Les pouvoirs d'enquête, d'exécution et de sanction de l'Arcom pour la mise en oeuvre du RSN sont précisés, ainsi que ceux de la DGCCRF et de la Cnil, pour faire respecter certaines obligations du RSN (profilage, publicité ciblée notamment) par les fournisseurs en ligne (article 32).

Des mesures d'adaptation sont également introduites dans le code de la consommation (article 26), afin de les rendre cohérentes avec la mise en oeuvre du RSN (contrôles par la DGCCRF et amendes civiles voire sanctions pénales en cas d'infraction, astreintes pouvant être prononcées par le juge aux fins de mise en conformité).

Il est également renvoyé aux définitions du RSN dans les lois relatives à la liberté de communication et la lutte contre la manipulation de l'information ainsi que dans le code électoral (articles 28 à 30).

Enfin, des coordinations sont prévues en matière de protection de la propriété intellectuelle (article 34).

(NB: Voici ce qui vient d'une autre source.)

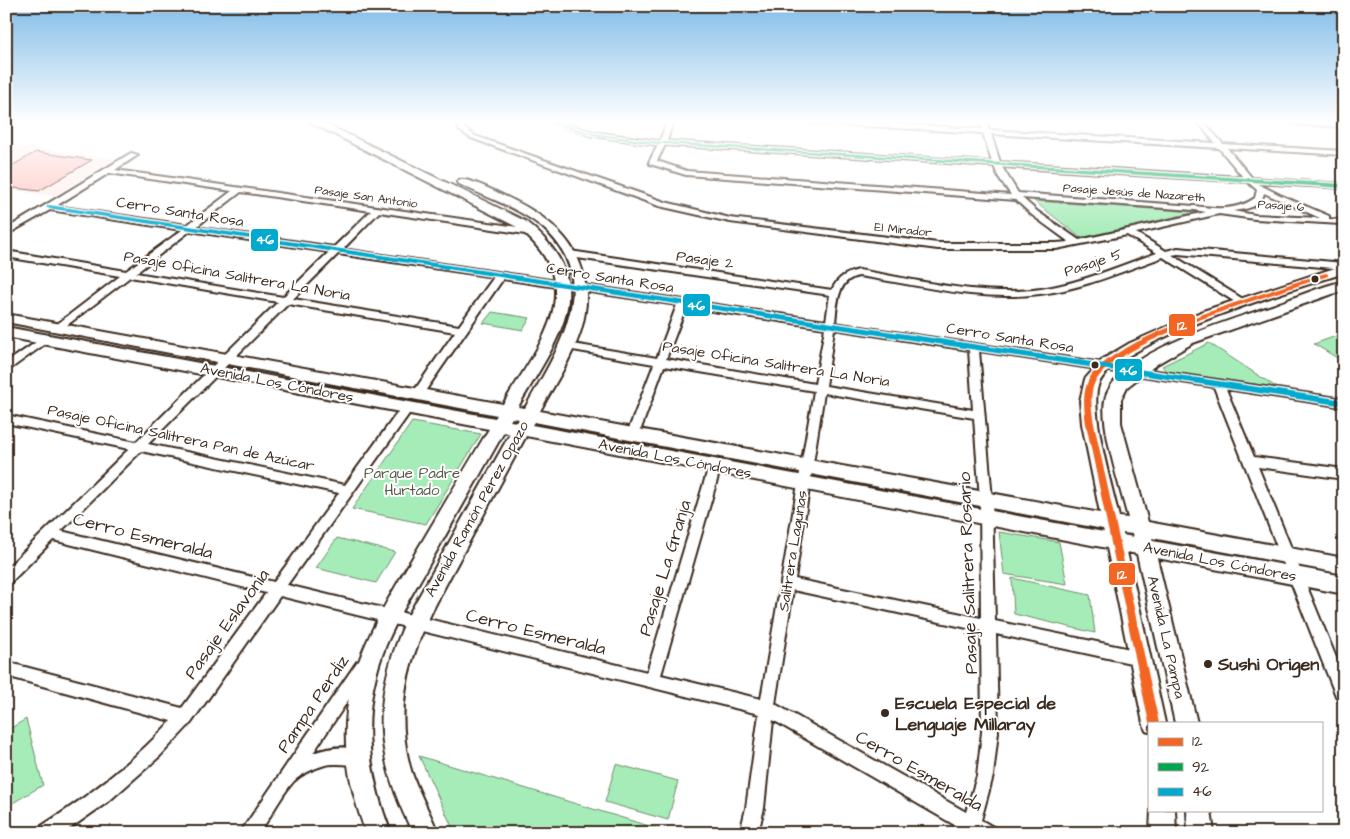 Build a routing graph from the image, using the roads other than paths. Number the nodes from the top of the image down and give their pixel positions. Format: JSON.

* 25  Rapport d'information n° 274 (2021-2022) fait par Florence Blatrix Contat et Catherine Morin-Desailly au nom de la commission des affaires européennes, sur la proposition de règlement du Parlement européen et du Conseil relatif à un marché intérieur des services numériques intitulé Amplifier la législation européenne sur les services numériques (DSA) pour sécuriser l'environnement en ligne, déposé le 8 décembre 2021.

* 26 Une résolution européenne avait été adoptée en ce sens par le Sénat le 27 septembre 2018. Il s'agit de la résolution n° 31 (2018-2019), présentée par Catherine Morin-Desailly et plusieurs de ses collègues, sur la responsabilisation partielle des hébergeurs.

* 27 Règlement (UE) 2021/784 du Parlement européen et du Conseil du 29 avril 2021 relatif à la lutte contre la diffusion des contenus à caractère terroriste en ligne qui permettent la détection et le retrait des contenus en ligne concernés.